Entries taken from a collection
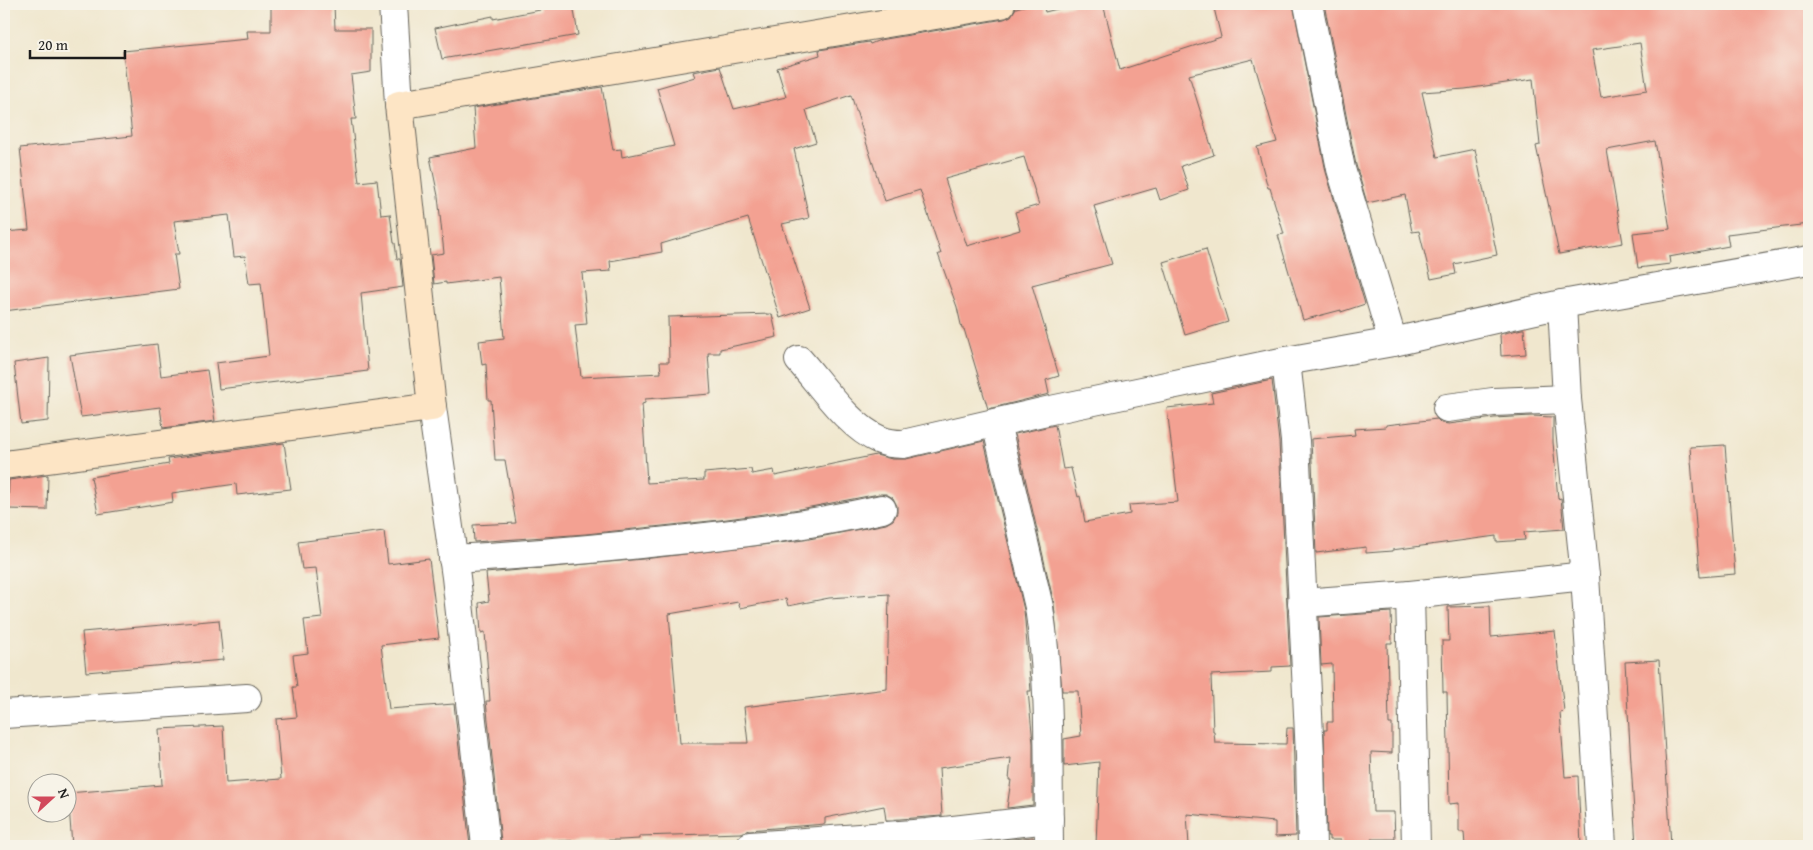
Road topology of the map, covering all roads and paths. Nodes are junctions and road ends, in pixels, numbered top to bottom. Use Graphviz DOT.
graph roads {
  1 [pos="393,4"];
  2 [pos="1000,4"];
  3 [pos="1308,4"];
  4 [pos="399,105"];
  5 [pos="1809,260"];
  6 [pos="1562,304"];
  7 [pos="1393,342"];
  8 [pos="799,360"];
  9 [pos="1286,361"];
  10 [pos="1566,399"];
  11 [pos="432,407"];
  12 [pos="1447,408"];
  13 [pos="996,423"];
  14 [pos="4,465"];
  15 [pos="882,509"];
  16 [pos="453,559"];
  17 [pos="1585,576"];
  18 [pos="1410,595"];
  19 [pos="1302,603"];
  20 [pos="247,698"];
  21 [pos="4,714"];
  22 [pos="1049,819"];
  23 [pos="486,846"];
  24 [pos="750,846"];
  25 [pos="1049,846"];
  26 [pos="1312,846"];
  27 [pos="1416,846"];
  28 [pos="1602,846"];
  1 -- 4 [label="street"];
  2 -- 4 [label="street"];
  3 -- 7 [label="street"];
  4 -- 11 [label="street"];
  5 -- 6 [label="street"];
  6 -- 7 [label="street"];
  6 -- 10 [label="street"];
  7 -- 9 [label="street"];
  8 -- 13 [label="street"];
  9 -- 13 [label="street"];
  9 -- 19 [label="street"];
  10 -- 12 [label="street"];
  10 -- 17 [label="street"];
  11 -- 14 [label="street"];
  11 -- 16 [label="street"];
  13 -- 22 [label="street"];
  15 -- 16 [label="street"];
  16 -- 23 [label="street"];
  17 -- 18 [label="street"];
  17 -- 28 [label="street"];
  18 -- 19 [label="street"];
  18 -- 27 [label="street"];
  19 -- 26 [label="street"];
  20 -- 21 [label="street"];
  22 -- 24 [label="street"];
  22 -- 25 [label="street"];
}
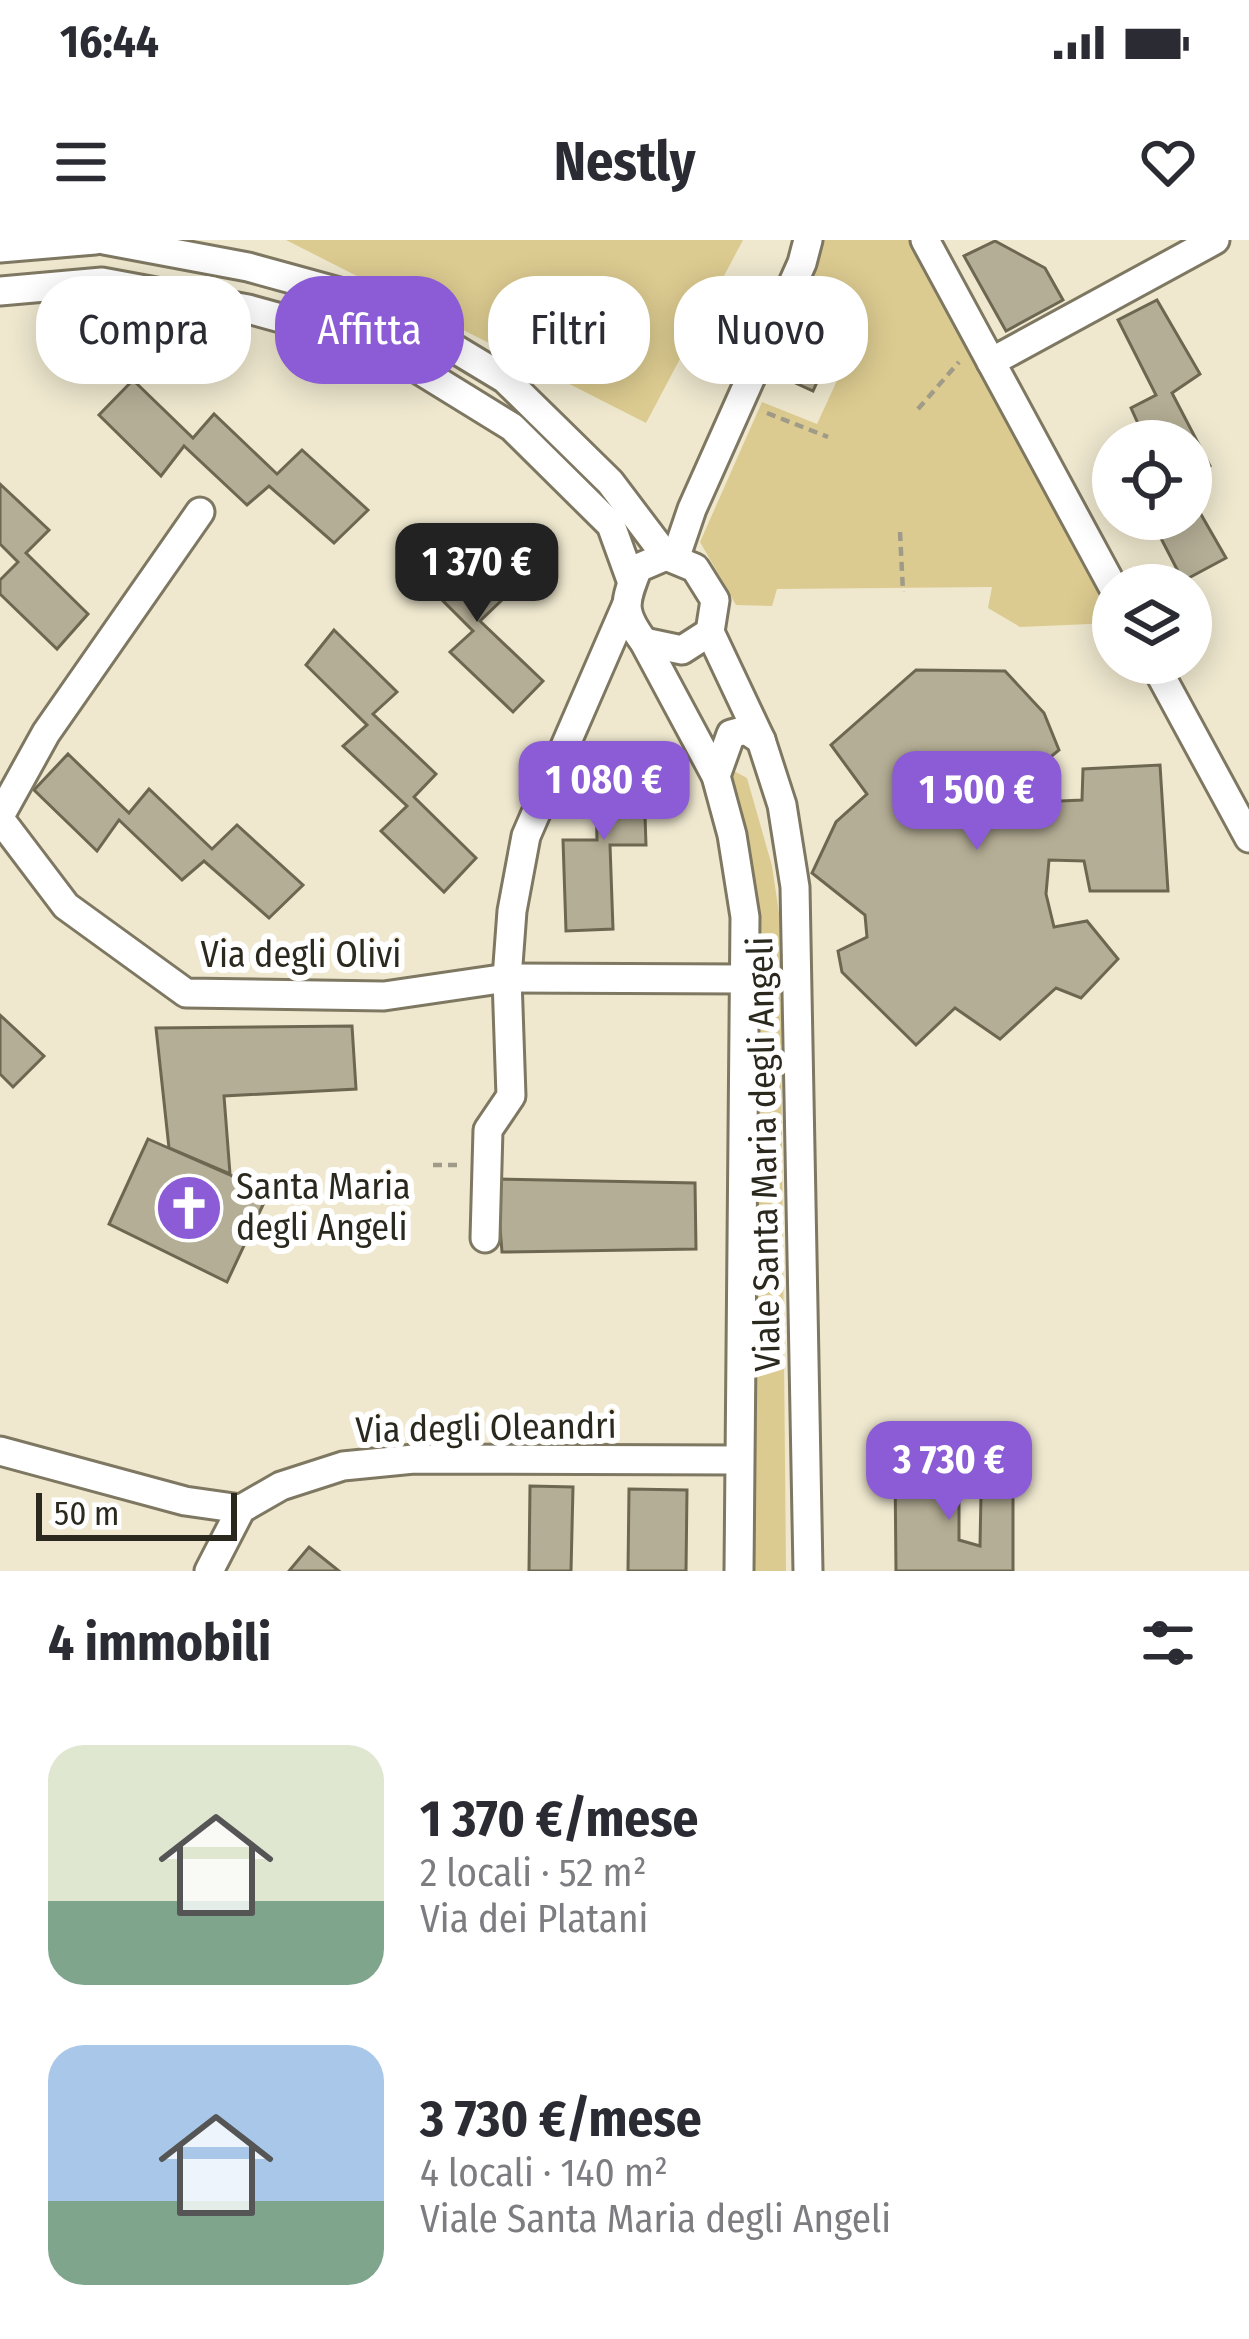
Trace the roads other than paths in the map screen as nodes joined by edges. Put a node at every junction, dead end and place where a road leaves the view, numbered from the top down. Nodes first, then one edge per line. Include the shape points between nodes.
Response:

◆ **What the exercise asks**: Nothing should appear in the answer except the lines from the one with "Trace the roads" through the final line of the records, written exactly.

◆ **Task output**:
Trace the roads other than paths in the map screen as nodes joined by edges. Put a node at every junction, dead end and place where a road leaves the view, numbered from the top down. Nodes first, then one edge per line. Include the shape points between nodes.
Response:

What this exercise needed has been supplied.